We welcomed Frank Stratford back to the program to discuss various commercial space business models, including nonspace revenue generating goals and objectives. Frank is the founder of MarsDrive so for more information, visit their website at www.marsdrive.com. During the first segment of our 1 hour 42 minute program, Frank introduced us to the topic in his April 22, 2013 Space Review article, “The Business of Space Travel” (www.thespacereview.com/article/2281/1). Frank talked about the need to generate nonspace revenue while building up the space company & space revenue R&D, activities, & markets. He cited SpaceX, Bigelow, & Blue Origins as examples. This led to a discussion about markets & financing, plus estimated costs for a human spaceflight mission to Mars. Frank compared the Mars One $6 billion estimate to his own estimate from his research to be $15 billion. Our first caller asked if big name investors associated with these early commercial space ventures created an expectation of success and may in fact turn out to not have been such a good idea. The detailed discussion included ROI, Stratolaunch and the revenue cycle gap from up front/early capital needs to revenue generation later on in the project’s cycle. We talked about the nonprofit or charity model and Inspiration Mars came to mind. I entered the discussion with comments about the need for repeat customers, a commercial space success to model, unrealistic assumptions, the lack of due diligence, and the difficulty in cost estimates, especially when the cost of getting to the destination (the Moon for example) is unknown at this time. Surrey Space & Technology was also brought up as an example of a good business to model.

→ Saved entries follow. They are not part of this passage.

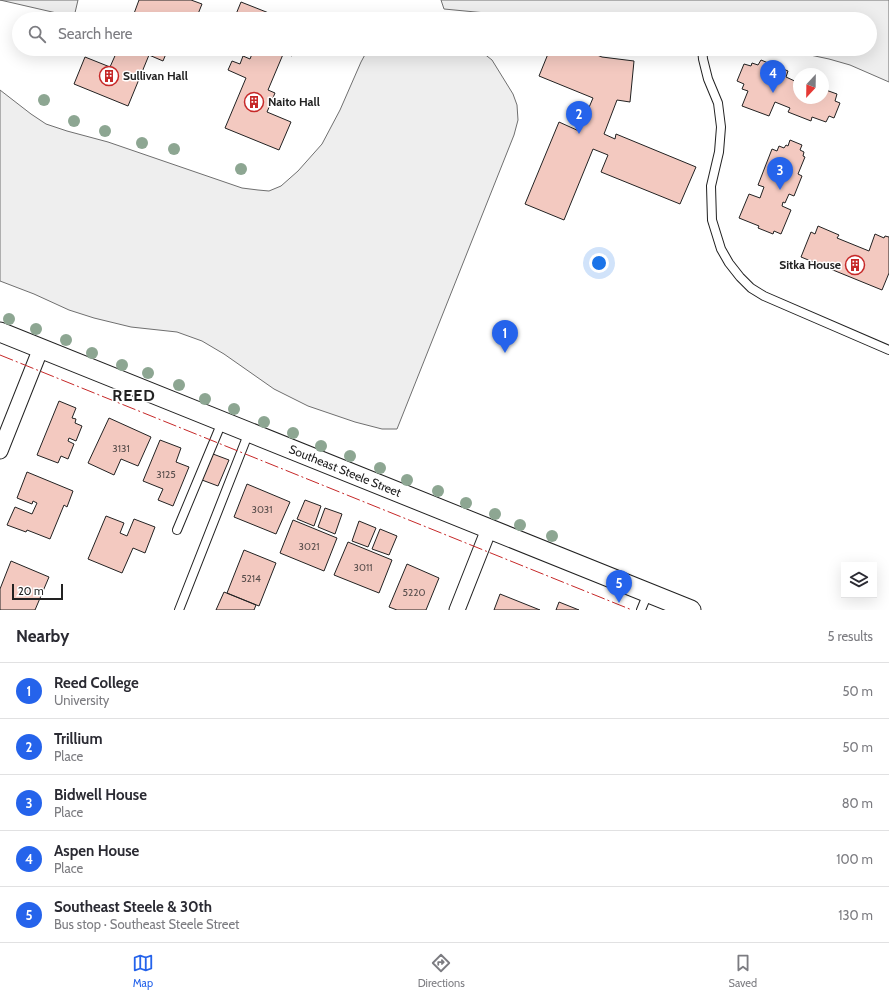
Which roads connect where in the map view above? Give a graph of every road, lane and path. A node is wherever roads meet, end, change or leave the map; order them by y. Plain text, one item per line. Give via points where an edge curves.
1 (703, 56) edge
2 (0, 332) edge
3 (41, 348) junction
4 (889, 350) edge
5 (222, 422) junction
6 (249, 432) junction
7 (0, 451) edge
8 (489, 529) junction
9 (177, 530) dead end
10 (648, 593) junction
11 (685, 609) edge
12 (179, 610) edge
13 (457, 610) edge
14 (641, 610) edge

1 - 4 lane via 708,79 718,103 721,127 719,152 711,186 712,220 721,249 729,263 751,288 764,296
2 - 3 street, Southeast Steele Street
3 - 5 street, Southeast Steele Street
3 - 7 street
5 - 6 street, Southeast Steele Street
5 - 9 lane
6 - 8 street, Southeast Steele Street
6 - 12 lane
8 - 10 street, Southeast Steele Street
8 - 13 street
10 - 11 street, Southeast Steele Street
10 - 14 lane

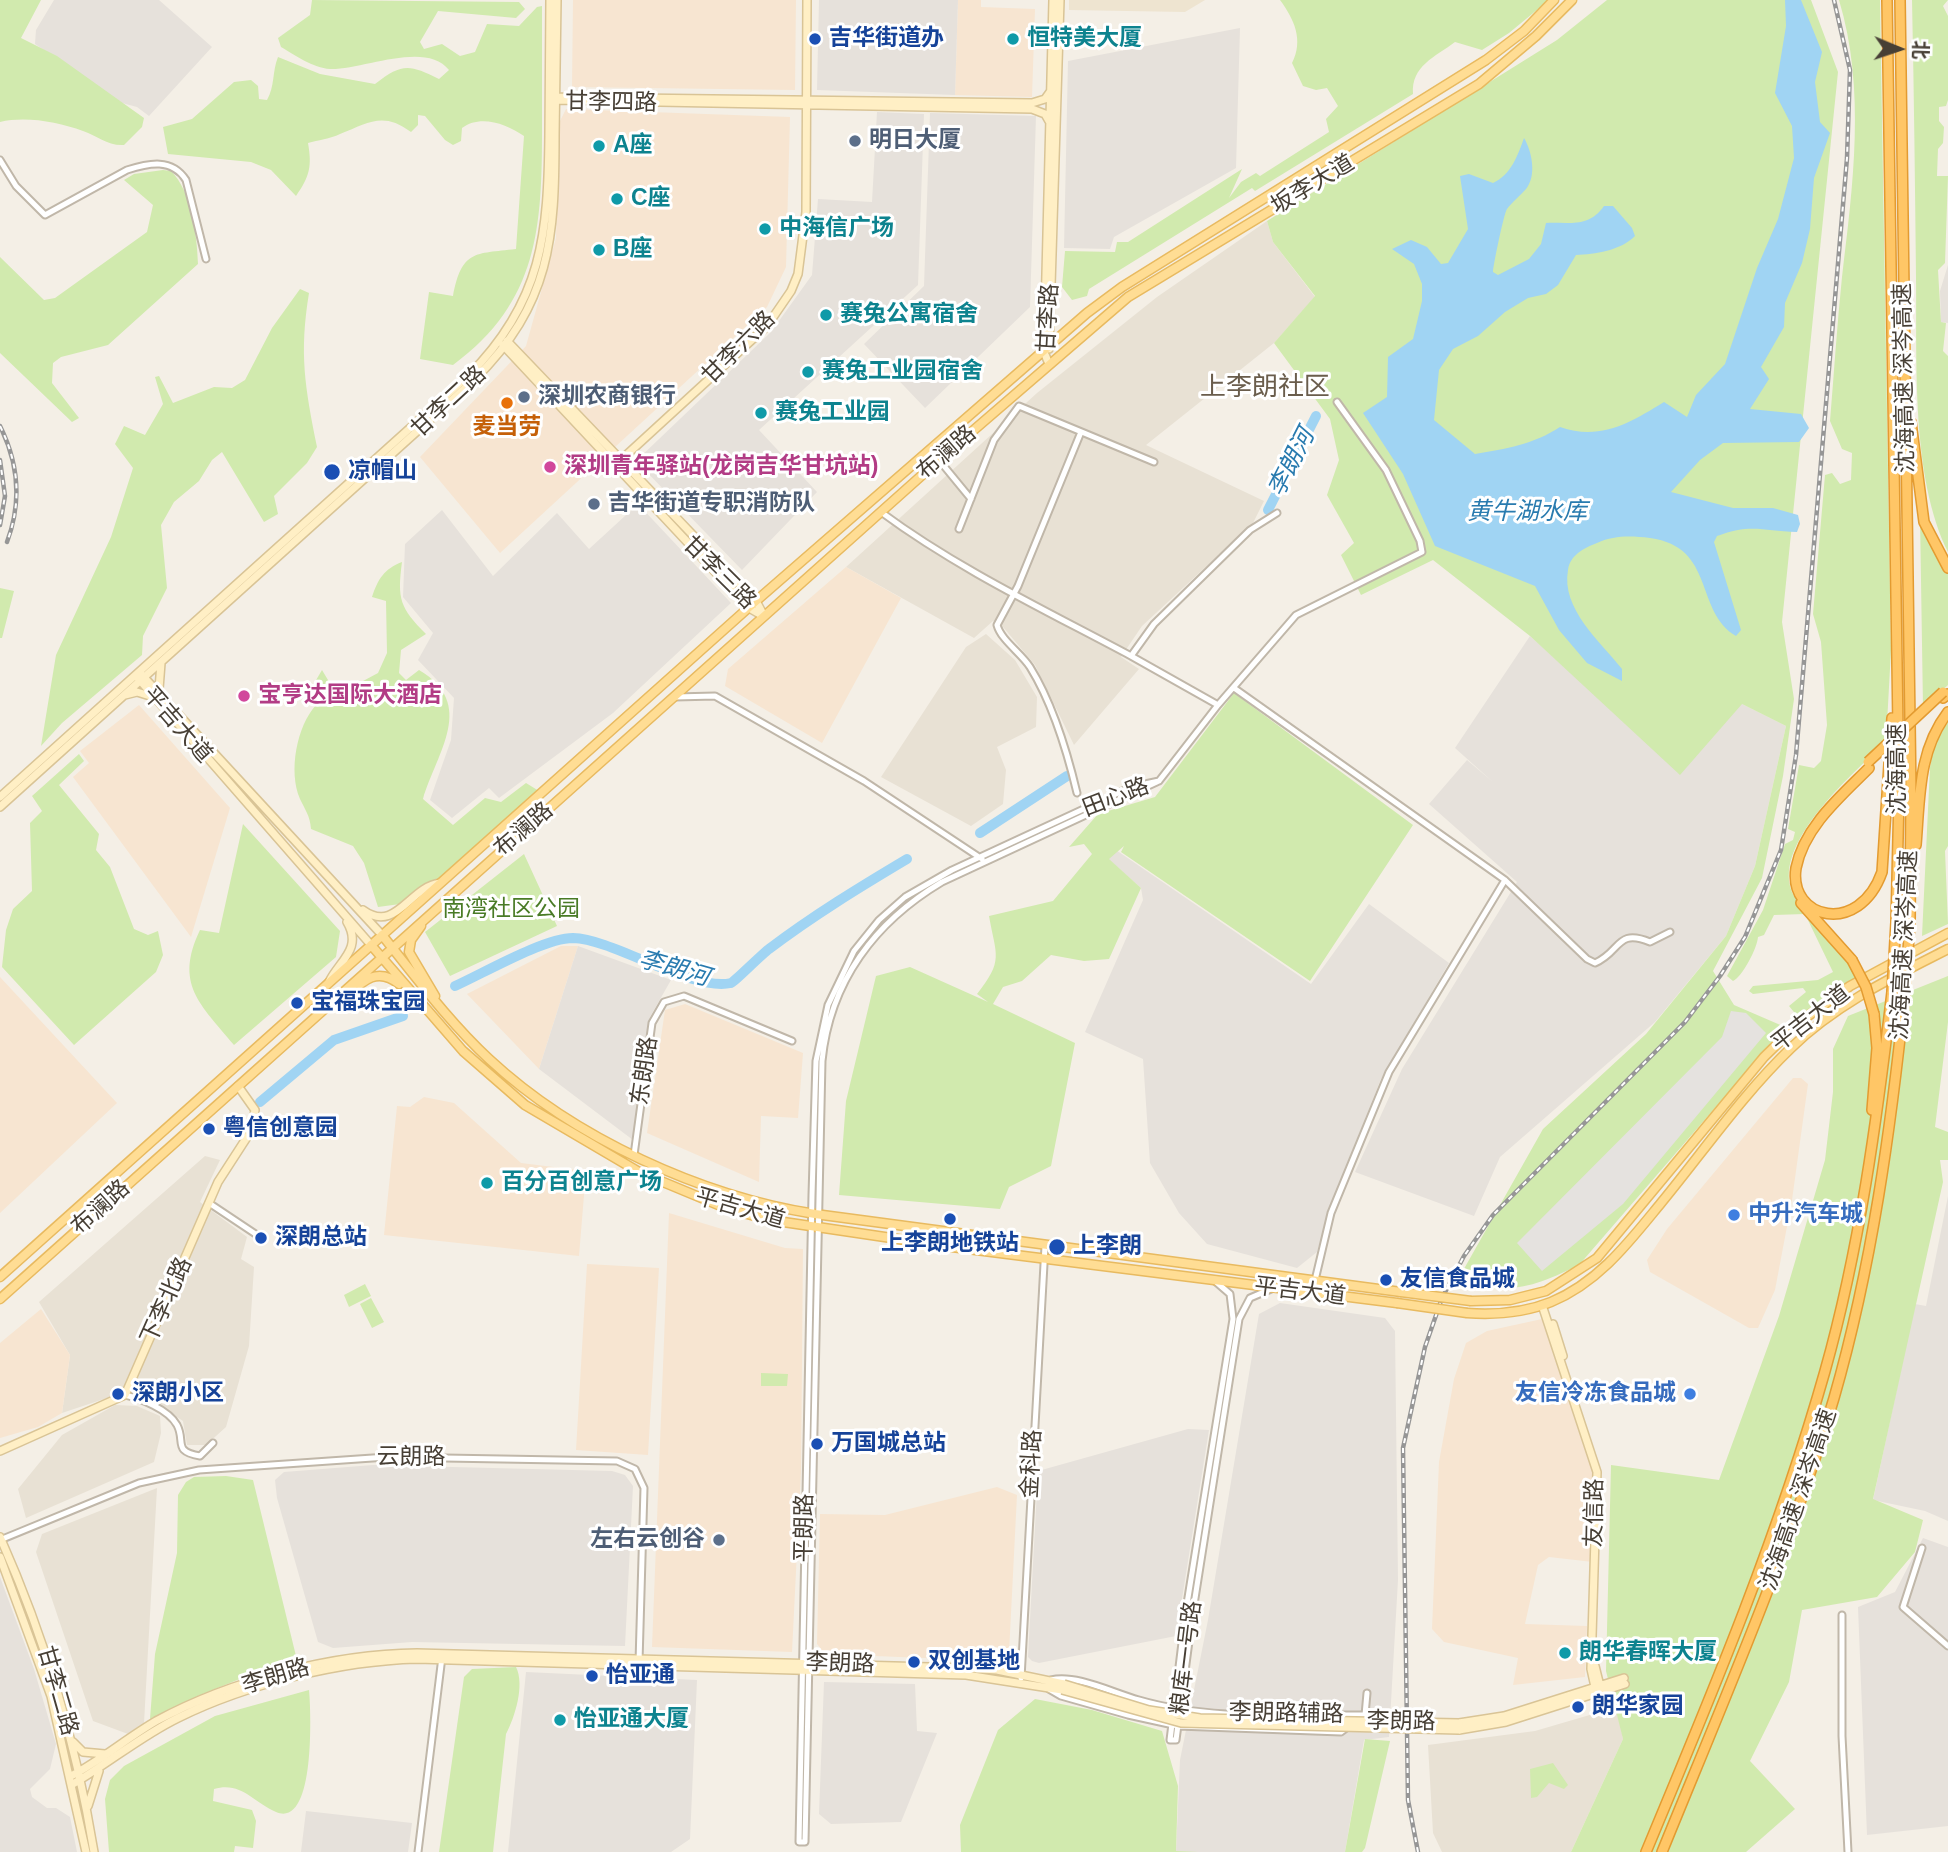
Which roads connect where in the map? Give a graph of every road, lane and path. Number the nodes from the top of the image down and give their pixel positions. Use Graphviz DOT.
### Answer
graph roads {
  1 [pos="550,0"];
  2 [pos="557,0"];
  3 [pos="807,0"];
  4 [pos="1052,0"];
  5 [pos="1060,0"];
  6 [pos="1554,0"];
  7 [pos="1572,0"];
  8 [pos="1887,0"];
  9 [pos="1900,0"];
  10 [pos="1050,92"];
  11 [pos="553,98"];
  12 [pos="807,103"];
  13 [pos="1049,121"];
  14 [pos="0,160"];
  15 [pos="206,259"];
  16 [pos="1904,301"];
  17 [pos="505,343"];
  18 [pos="1046,349"];
  19 [pos="1049,363"];
  20 [pos="1337,402"];
  21 [pos="1081,432"];
  22 [pos="622,459"];
  23 [pos="939,460"];
  24 [pos="1154,462"];
  25 [pos="971,499"];
  26 [pos="881,512"];
  27 [pos="1277,513"];
  28 [pos="958,529"];
  29 [pos="1948,568"];
  30 [pos="1014,593"];
  31 [pos="756,601"];
  32 [pos="749,608"];
  33 [pos="1897,615"];
  34 [pos="764,616"];
  35 [pos="1131,656"];
  36 [pos="162,660"];
  37 [pos="140,676"];
  38 [pos="1234,688"];
  39 [pos="1945,693"];
  40 [pos="157,695"];
  41 [pos="121,696"];
  42 [pos="675,697"];
  43 [pos="1218,705"];
  44 [pos="1948,712"];
  45 [pos="1868,765"];
  46 [pos="1077,793"];
  47 [pos="0,797"];
  48 [pos="0,807"];
  49 [pos="983,859"];
  50 [pos="1506,880"];
  51 [pos="440,884"];
  52 [pos="348,897"];
  53 [pos="330,899"];
  54 [pos="433,910"];
  55 [pos="1896,922"];
  56 [pos="1910,923"];
  57 [pos="1670,932"];
  58 [pos="1948,933"];
  59 [pos="382,935"];
  60 [pos="371,945"];
  61 [pos="391,947"];
  62 [pos="1948,949"];
  63 [pos="380,957"];
  64 [pos="329,984"];
  65 [pos="437,1002"];
  66 [pos="423,1004"];
  67 [pos="320,1013"];
  68 [pos="792,1041"];
  69 [pos="238,1086"];
  70 [pos="634,1155"];
  71 [pos="1865,1193"];
  72 [pos="209,1203"];
  73 [pos="815,1214"];
  74 [pos="814,1228"];
  75 [pos="257,1235"];
  76 [pos="1045,1246"];
  77 [pos="1044,1258"];
  78 [pos="0,1277"];
  79 [pos="1214,1281"];
  80 [pos="1314,1281"];
  81 [pos="1273,1288"];
  82 [pos="1312,1293"];
  83 [pos="0,1298"];
  84 [pos="1544,1304"];
  85 [pos="125,1395"];
  86 [pos="213,1444"];
  87 [pos="0,1451"];
  88 [pos="0,1539"];
  89 [pos="1923,1548"];
  90 [pos="0,1557"];
  91 [pos="1842,1615"];
  92 [pos="1948,1646"];
  93 [pos="442,1657"];
  94 [pos="640,1662"];
  95 [pos="806,1666"];
  96 [pos="1021,1678"];
  97 [pos="1048,1683"];
  98 [pos="1597,1686"];
  99 [pos="1367,1693"];
  100 [pos="1178,1709"];
  101 [pos="1365,1716"];
  102 [pos="1175,1726"];
  103 [pos="1459,1726"];
  104 [pos="71,1740"];
  105 [pos="109,1753"];
  106 [pos="104,1765"];
  107 [pos="76,1778"];
  108 [pos="88,1817"];
  109 [pos="802,1842"];
  110 [pos="86,1852"];
  111 [pos="94,1852"];
  112 [pos="418,1852"];
  113 [pos="1646,1852"];
  114 [pos="1662,1852"];
  115 [pos="1848,1852"];
  1 -- 11 [label="street, 甘李二路"];
  2 -- 11 [label="street, 甘李二路"];
  3 -- 12 [label="street, 甘李六路"];
  4 -- 10 [label="street, 甘李路"];
  5 -- 18 [label="street, 甘李路"];
  6 -- 18 [label="main road, 坂李大道"];
  7 -- 19 [label="main road, 坂李大道"];
  8 -- 33 [label="highway, 沈海高速 深岑高速"];
  9 -- 16 [label="highway, 沈海高速 深岑高速"];
  10 -- 12 [label="street, 甘李四路"];
  10 -- 13 [label="street, 甘李路"];
  11 -- 12 [label="street, 甘李四路"];
  11 -- 17 [label="street, 甘李二路"];
  12 -- 13 [label="street, 甘李四路"];
  12 -- 22 [label="street, 甘李六路"];
  13 -- 18 [label="street, 甘李路"];
  14 -- 15 [label="street"];
  16 -- 29 [label="highway"];
  16 -- 56 [label="highway, 沈海高速 深岑高速"];
  17 -- 31 [label="street, 甘李三路"];
  17 -- 32 [label="street, 甘李三路"];
  17 -- 36 [label="street, 甘李二路"];
  17 -- 37 [label="street, 甘李二路"];
  18 -- 19 [label="street, 甘李路"];
  18 -- 31 [label="main road, 布澜路"];
  19 -- 23 [label="main road, 布澜路"];
  20 -- 38 [label="street"];
  21 -- 24 [label="street"];
  21 -- 25 [label="street"];
  21 -- 30 [label="street"];
  23 -- 25 [label="street"];
  23 -- 26 [label="main road, 布澜路"];
  25 -- 28 [label="street"];
  26 -- 30 [label="street"];
  26 -- 34 [label="main road, 布澜路"];
  27 -- 35 [label="street"];
  30 -- 35 [label="street"];
  30 -- 46 [label="street"];
  31 -- 32 [label="main road, 布澜路"];
  31 -- 34 [label="street, 甘李三路"];
  32 -- 34 [label="street, 甘李三路"];
  32 -- 51 [label="main road, 布澜路"];
  33 -- 45 [label="highway"];
  33 -- 55 [label="highway, 沈海高速"];
  34 -- 42 [label="main road, 布澜路"];
  35 -- 43 [label="street"];
  36 -- 37 [label="street, 甘李二路"];
  36 -- 40 [label="street"];
  37 -- 40 [label="street, 平吉大道"];
  37 -- 41 [label="street, 甘李二路"];
  37 -- 47 [label="street, 甘李二路"];
  38 -- 43 [label="street"];
  38 -- 50 [label="street"];
  39 -- 45 [label="highway, bridge"];
  40 -- 41 [label="street"];
  40 -- 52 [label="street, 平吉大道"];
  40 -- 53 [label="street, 平吉大道"];
  41 -- 48 [label="street, 甘李二路"];
  42 -- 49 [label="street"];
  42 -- 54 [label="main road, 布澜路"];
  43 -- 49 [label="street, 田心路"];
  44 -- 56 [label="highway"];
  45 -- 71 [label="highway, bridge"];
  49 -- 73 [label="street, 田心路"];
  50 -- 57 [label="street"];
  50 -- 80 [label="street"];
  51 -- 52 [label="street"];
  51 -- 59 [label="main road, 布澜路"];
  52 -- 59 [label="street, 平吉大道"];
  53 -- 60 [label="street, 平吉大道"];
  53 -- 64 [label="street"];
  54 -- 61 [label="main road, 布澜路"];
  54 -- 65 [label="main road"];
  55 -- 71 [label="highway, 沈海高速 深岑高速, bridge"];
  56 -- 114 [label="highway, 沈海高速 深岑高速, bridge"];
  58 -- 80 [label="main road, 平吉大道, bridge"];
  59 -- 60 [label="main road, 布澜路"];
  59 -- 61 [label="main road, 平吉大道"];
  60 -- 63 [label="main road, 平吉大道"];
  60 -- 64 [label="main road, 布澜路"];
  61 -- 63 [label="main road, 布澜路"];
  61 -- 65 [label="main road, 平吉大道"];
  62 -- 84 [label="main road, 平吉大道"];
  63 -- 66 [label="main road, 平吉大道"];
  63 -- 67 [label="main road, 布澜路"];
  64 -- 78 [label="main road, 布澜路"];
  65 -- 70 [label="main road, 平吉大道"];
  66 -- 67 [label="main road"];
  66 -- 74 [label="main road, 平吉大道"];
  67 -- 69 [label="main road, 布澜路"];
  68 -- 70 [label="street, 东朗路"];
  69 -- 72 [label="street, 下李北路"];
  69 -- 83 [label="main road, 布澜路"];
  70 -- 73 [label="main road, 平吉大道"];
  71 -- 113 [label="highway, 沈海高速 深岑高速"];
  72 -- 75 [label="street"];
  72 -- 85 [label="street, 下李北路"];
  73 -- 74 [label="street, 平朗路"];
  73 -- 76 [label="main road, 平吉大道"];
  74 -- 77 [label="main road, 平吉大道"];
  74 -- 95 [label="street, 平朗路"];
  76 -- 77 [label="street, 金科路"];
  76 -- 80 [label="main road, 平吉大道"];
  77 -- 79 [label="main road, 平吉大道"];
  77 -- 96 [label="street, 金科路"];
  79 -- 81 [label="main road, 平吉大道"];
  79 -- 100 [label="street, 粮库一号路"];
  80 -- 82 [label="street"];
  81 -- 82 [label="main road, 平吉大道"];
  81 -- 100 [label="street, 粮库一号路"];
  82 -- 84 [label="main road, 平吉大道, bridge"];
  84 -- 98 [label="street, 友信路"];
  85 -- 86 [label="street"];
  85 -- 87 [label="street"];
  88 -- 94 [label="street, 云朗路"];
  88 -- 104 [label="street, 甘李二路"];
  89 -- 92 [label="street"];
  90 -- 107 [label="street, 甘李二路"];
  91 -- 115 [label="street"];
  93 -- 94 [label="street, 李朗路"];
  93 -- 105 [label="street, 李朗路"];
  93 -- 106 [label="street, 李朗路"];
  93 -- 112 [label="street"];
  94 -- 95 [label="street, 李朗路"];
  95 -- 96 [label="street, 李朗路"];
  95 -- 109 [label="street, 平朗路"];
  96 -- 97 [label="street, 李朗路"];
  97 -- 100 [label="street, 李朗路辅路"];
  97 -- 102 [label="street, 李朗路辅路"];
  97 -- 103 [label="street, 李朗路, bridge"];
  98 -- 103 [label="street, 李朗路"];
  98 -- 103 [label="street, 李朗路"];
  99 -- 101 [label="street"];
  100 -- 101 [label="street, 李朗路辅路"];
  100 -- 102 [label="street, 粮库一号路"];
  101 -- 102 [label="street, 李朗路辅路"];
  104 -- 105 [label="street"];
  104 -- 107 [label="street, 甘李二路"];
  105 -- 107 [label="street, 李朗路"];
  106 -- 107 [label="street, 李朗路"];
  106 -- 108 [label="street"];
  107 -- 108 [label="street, 甘李二路"];
  107 -- 110 [label="street, 甘李二路"];
  108 -- 111 [label="street, 甘李二路"];
}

In the second segment, our called pointed out a Moon & Back interview with Robert Bigelow in which our caller said Bob said he went into the r/e business to fund his space activities. Later, he email in additional comments suggesting that just because a space venture or idea is not funded does not mean it’s a bad idea or concept. He then advocated NASA support such as with COTS and Commercial Crew. Public/private partnerships were advocated as a good way to move forward with space development and exploration. Frank was then asked if a failed commercial project would hurt the industry. He said it was possible. Another question came in regarding paying attention to human factors and if solutions would be available at the same time as engineering technology, financing, and maybe markets. Frank said only if work moved forward on human factor solutions at the same time and at a similar rate. He also advocated his own organization working the problems. Listen to his reasoning behind this. As the program was nearing close, Frank was asked if Curiosity found proof of life in the past or now, even the most basic life, if it would make HSF to Mars more of a priority. Don’t miss Frank’s response. In summary, Frank talked about the need for continuous incremental development.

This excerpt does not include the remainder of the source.